Converting Int to Float or Float to Int using Bitwise operations (software floating point)

Question

I was wondering if you could help explain the process on converting an integer to float, or a float to an integer. For my class, we are to do this using only bitwise operators, but I think a firm understanding on the casting from type to type will help me more in this stage.

From what I know so far, for int to float, you will have to convert the integer into binary, normalize the value of the integer by finding the significand, exponent, and fraction, and then output the value in float from there?

As for float to int, you will have to separate the value into the significand, exponent, and fraction, and then reverse the instructions above to get an int value?

I tried to follow the instructions from this question: Casting float to int (bitwise) in C.
But I was not really able to understand it.

Also, could someone explain why rounding will be necessary for values greater than 23 bits when converting int to float?
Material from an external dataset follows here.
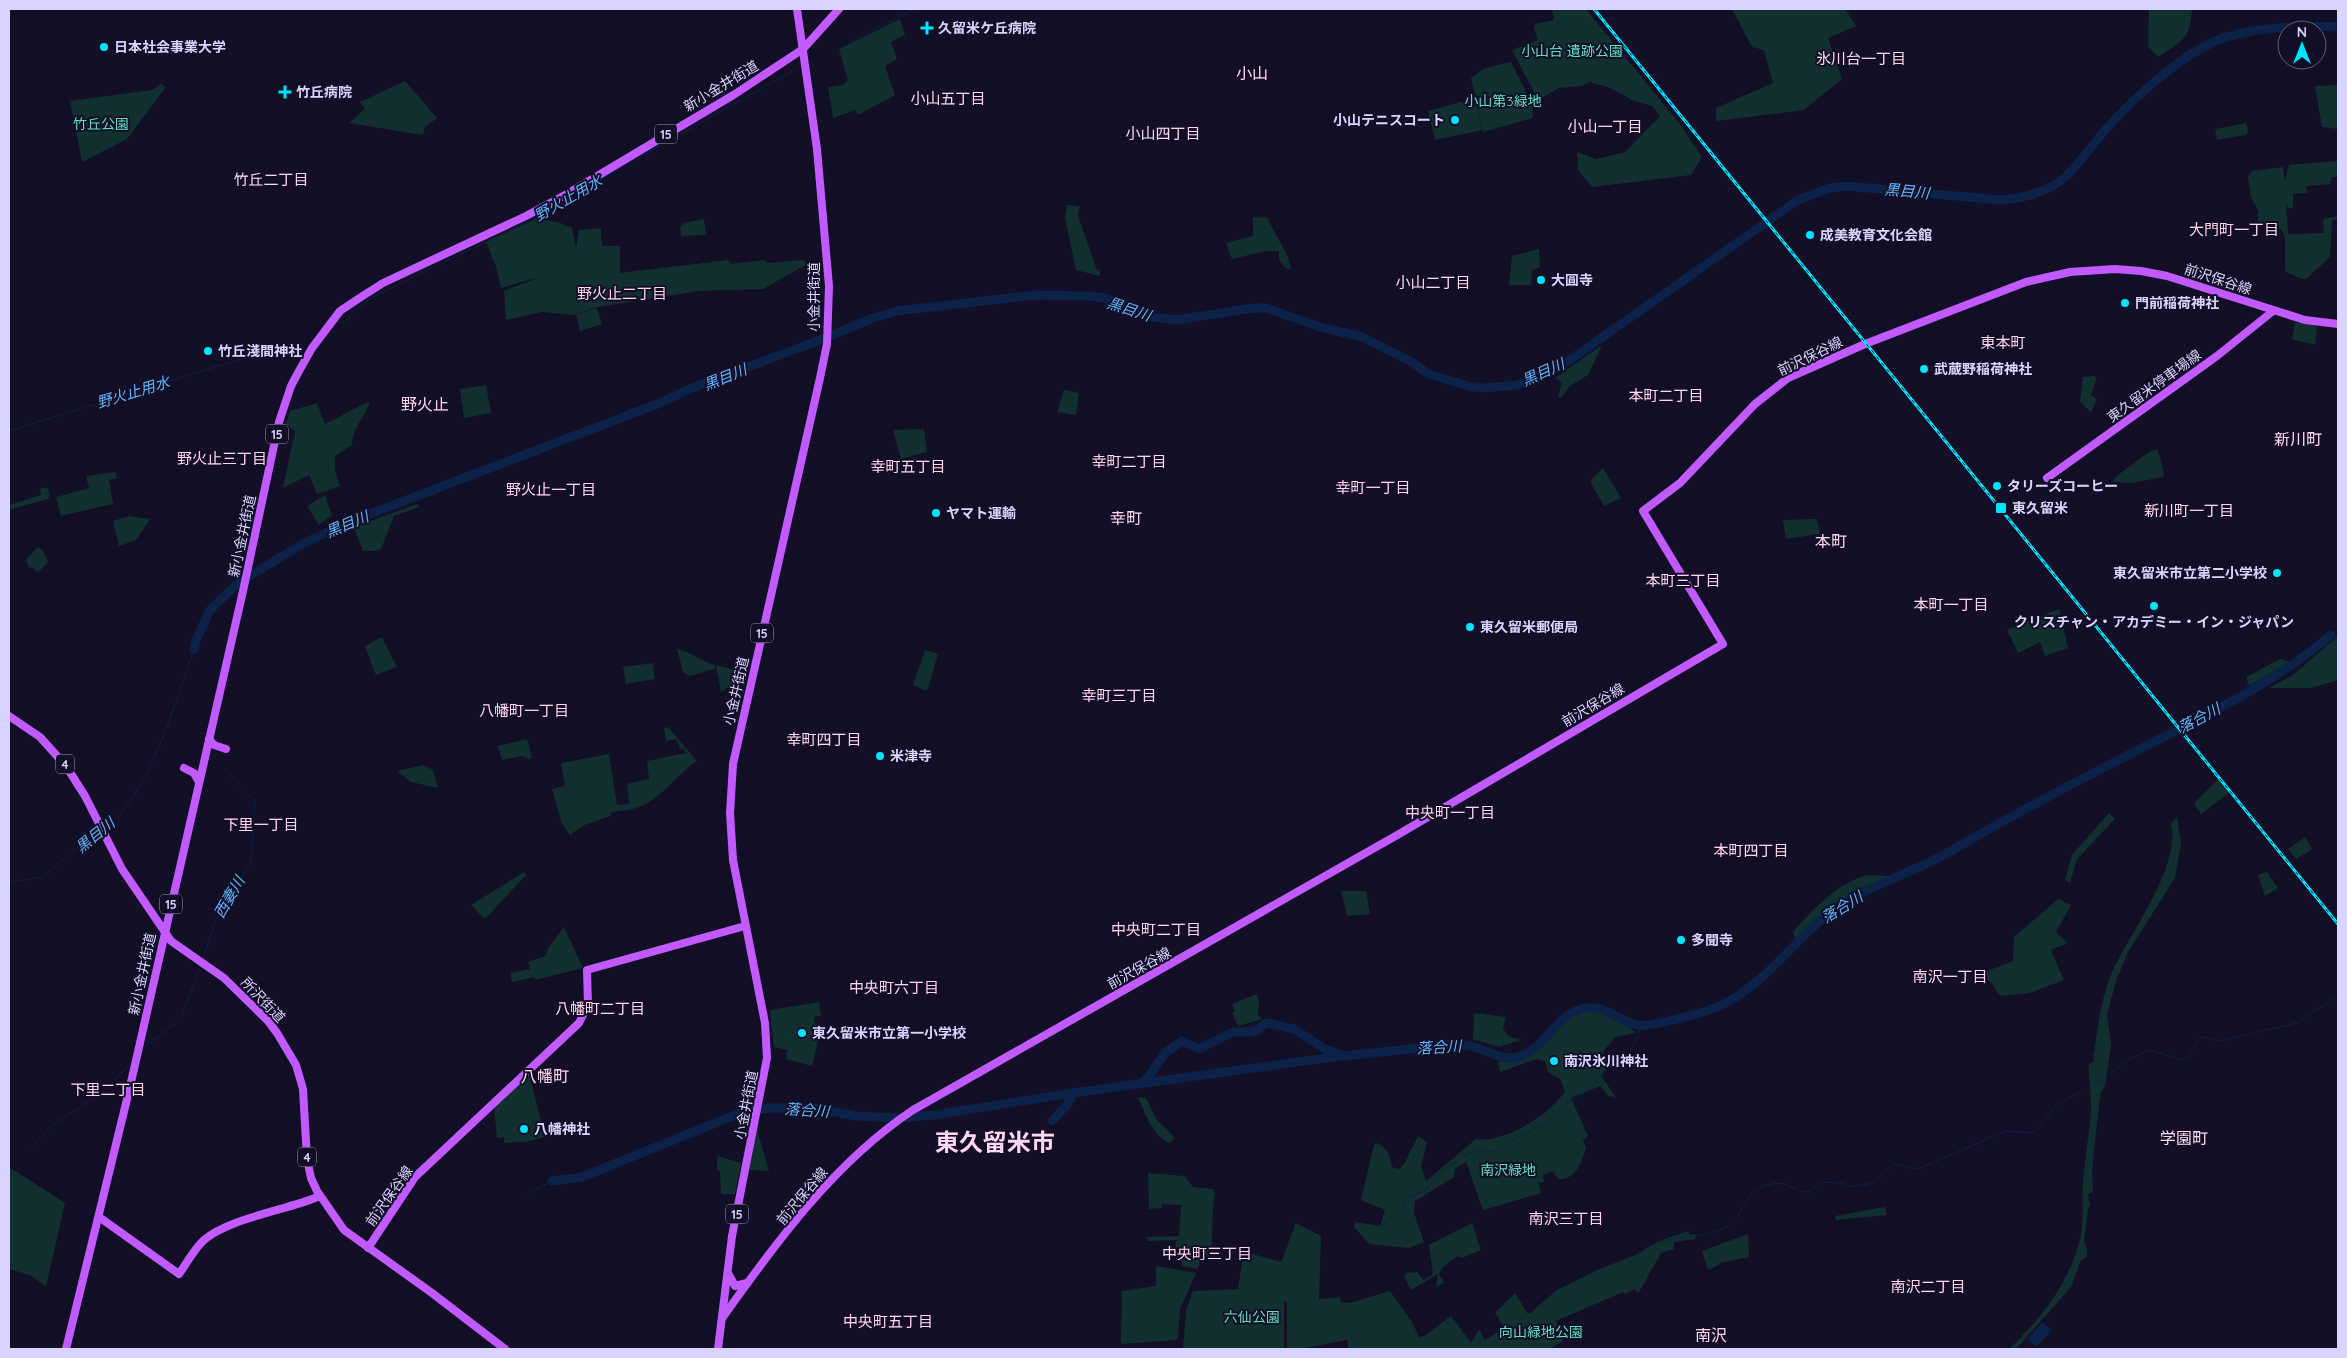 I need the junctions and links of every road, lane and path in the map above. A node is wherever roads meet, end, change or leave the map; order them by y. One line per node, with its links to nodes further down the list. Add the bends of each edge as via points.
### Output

[Casting float to int (bitwise) in C](//stackoverflow.com/q/12342926) is *type-punning* the `binary32` bit-pattern to an `unsigned int`, *not* converting (with rounding) to the nearest integer. Type-punning would be the first step in implementing software floating-point that shifts the mantissa by the exponent to line up the decimal point in the right place. (Actually the radix point, because this is base 2 not base 10, so the word "decimal" is wrong.) — Peter Cordes, Mar 14 '19 at 23:54
duplicates: [How to manually (bitwise) perform (float)x?](https://stackoverflow.com/q/12336314/995714), [How to convert an unsigned int to a float?](https://stackoverflow.com/q/19529356/995714), [Casting float to int (bitwise) in C](https://stackoverflow.com/q/12342926/995714) — phuclv, May 15 '19 at 04:15

score 20 · Accepted Answer · edited Mar 14 '19 at 18:48

First, a paper you should consider reading, if you want to understand floating point foibles better: "What Every Computer Scientist Should Know About Floating Point Arithmetic," http://www.validlab.com/goldberg/paper.pdf

And now to some meat.

The following code is bare bones, and attempts to produce an IEEE-754 single precision float from an unsigned int in the range 0 < value < 2²⁴. That's the format you're most likely to encounter on modern hardware, and it's the format you seem to reference in your original question.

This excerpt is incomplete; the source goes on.